Many Passed Detroit - Detroit, April 23rd - Between ten o'clock on Saturday night, and nine o'clock on Sunday night, nearly 100 vessels passed Detroit, an unusually large number for this time of the season. The upward bound and downward bound were about equally divided. Among the down-bound were the Corey and the Ellwood, both of which were victims of the big storm last November on Lake Superior.


Another Accident by Gas Buoy Blowing Up.

Parry Sound, April 23rd - By an explosion of an acetylene gas buoy, in the ship channel, ten miles from here, Captain Arthur Clarke was killed and blown to pieces last night. The cause of the explosion has not yet been ascertained. The tug Pilot, from which the work of filling the buoy was being done, was so seriously damaged that she sunk before reaching shore. All the rest of the crew escaped uninjured.

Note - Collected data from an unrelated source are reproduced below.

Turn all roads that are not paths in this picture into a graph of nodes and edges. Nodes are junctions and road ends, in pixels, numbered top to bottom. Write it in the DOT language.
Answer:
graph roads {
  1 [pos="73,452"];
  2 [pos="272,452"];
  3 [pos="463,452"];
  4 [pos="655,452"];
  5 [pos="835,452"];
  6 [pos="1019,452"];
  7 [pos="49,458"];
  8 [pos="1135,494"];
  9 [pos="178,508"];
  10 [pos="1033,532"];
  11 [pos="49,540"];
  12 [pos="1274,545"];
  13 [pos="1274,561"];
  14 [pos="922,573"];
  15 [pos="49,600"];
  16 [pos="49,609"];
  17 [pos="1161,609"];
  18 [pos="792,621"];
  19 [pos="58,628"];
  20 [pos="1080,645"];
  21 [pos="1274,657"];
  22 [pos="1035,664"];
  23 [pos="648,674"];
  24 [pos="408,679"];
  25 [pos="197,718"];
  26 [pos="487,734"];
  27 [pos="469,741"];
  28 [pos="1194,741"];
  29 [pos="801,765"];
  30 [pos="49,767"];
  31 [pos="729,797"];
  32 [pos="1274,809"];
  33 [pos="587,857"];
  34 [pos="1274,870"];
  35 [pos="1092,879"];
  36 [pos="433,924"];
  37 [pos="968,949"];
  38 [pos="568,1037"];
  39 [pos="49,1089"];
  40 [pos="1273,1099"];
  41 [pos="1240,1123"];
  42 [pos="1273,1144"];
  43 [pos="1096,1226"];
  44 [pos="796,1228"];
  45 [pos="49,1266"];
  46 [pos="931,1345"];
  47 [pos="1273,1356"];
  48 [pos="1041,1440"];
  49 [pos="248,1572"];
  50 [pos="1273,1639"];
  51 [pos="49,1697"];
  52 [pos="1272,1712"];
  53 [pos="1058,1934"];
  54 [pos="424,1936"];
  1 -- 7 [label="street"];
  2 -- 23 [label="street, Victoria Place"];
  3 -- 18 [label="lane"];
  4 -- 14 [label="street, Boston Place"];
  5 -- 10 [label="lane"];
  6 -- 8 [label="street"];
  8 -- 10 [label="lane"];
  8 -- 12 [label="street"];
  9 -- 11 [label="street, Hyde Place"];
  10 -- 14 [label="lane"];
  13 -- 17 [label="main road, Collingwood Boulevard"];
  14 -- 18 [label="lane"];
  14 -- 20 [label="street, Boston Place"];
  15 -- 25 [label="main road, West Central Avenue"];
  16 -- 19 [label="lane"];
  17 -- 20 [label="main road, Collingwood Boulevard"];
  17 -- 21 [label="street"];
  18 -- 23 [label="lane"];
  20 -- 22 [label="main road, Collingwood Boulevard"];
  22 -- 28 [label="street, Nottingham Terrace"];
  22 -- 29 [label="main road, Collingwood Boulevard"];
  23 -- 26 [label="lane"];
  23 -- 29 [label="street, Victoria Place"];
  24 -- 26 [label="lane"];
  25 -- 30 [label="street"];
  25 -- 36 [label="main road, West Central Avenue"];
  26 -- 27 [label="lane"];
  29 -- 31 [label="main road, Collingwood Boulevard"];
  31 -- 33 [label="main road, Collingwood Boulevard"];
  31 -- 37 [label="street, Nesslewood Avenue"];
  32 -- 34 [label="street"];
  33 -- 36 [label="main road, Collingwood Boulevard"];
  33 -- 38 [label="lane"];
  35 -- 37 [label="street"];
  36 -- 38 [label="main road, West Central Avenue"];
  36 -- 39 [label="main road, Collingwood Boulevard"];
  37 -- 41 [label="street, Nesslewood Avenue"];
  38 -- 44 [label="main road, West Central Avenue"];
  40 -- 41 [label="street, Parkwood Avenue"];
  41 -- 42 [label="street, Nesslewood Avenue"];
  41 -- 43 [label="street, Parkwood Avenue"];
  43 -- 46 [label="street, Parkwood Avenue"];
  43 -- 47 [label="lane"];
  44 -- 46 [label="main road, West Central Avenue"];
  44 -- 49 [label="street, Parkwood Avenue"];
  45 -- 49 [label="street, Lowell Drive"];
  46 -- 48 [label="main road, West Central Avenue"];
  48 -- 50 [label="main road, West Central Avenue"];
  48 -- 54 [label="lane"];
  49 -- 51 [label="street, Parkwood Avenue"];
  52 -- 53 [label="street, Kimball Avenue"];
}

p.2 Incidents of the Day - While helping to unload pumps from the lighter Grantham, Capt. Louis Thibadeau had a portion of the large finger of the left hand cut off.


Swift's wharf: steamer Aletha, Picton and bay ports.

The schooner Marshall is loading stone at the penitentiary wharf for Cobourg.

The long wharf at Little Sandy Bay on the Hallowell and Athol divide, has been removed.

The much-talked-of ferry on Hay Bay has become a reality; Woodcock's ferry is running every day of the week.

At Picton difficulties have arisen about the ice shipments, and several boats in the harbor have not yet left with their cargoes.

The steamer Gordon Campbell lef the government dry dock yesterday afternoon. She went up to Belleville to load cement for Fort William.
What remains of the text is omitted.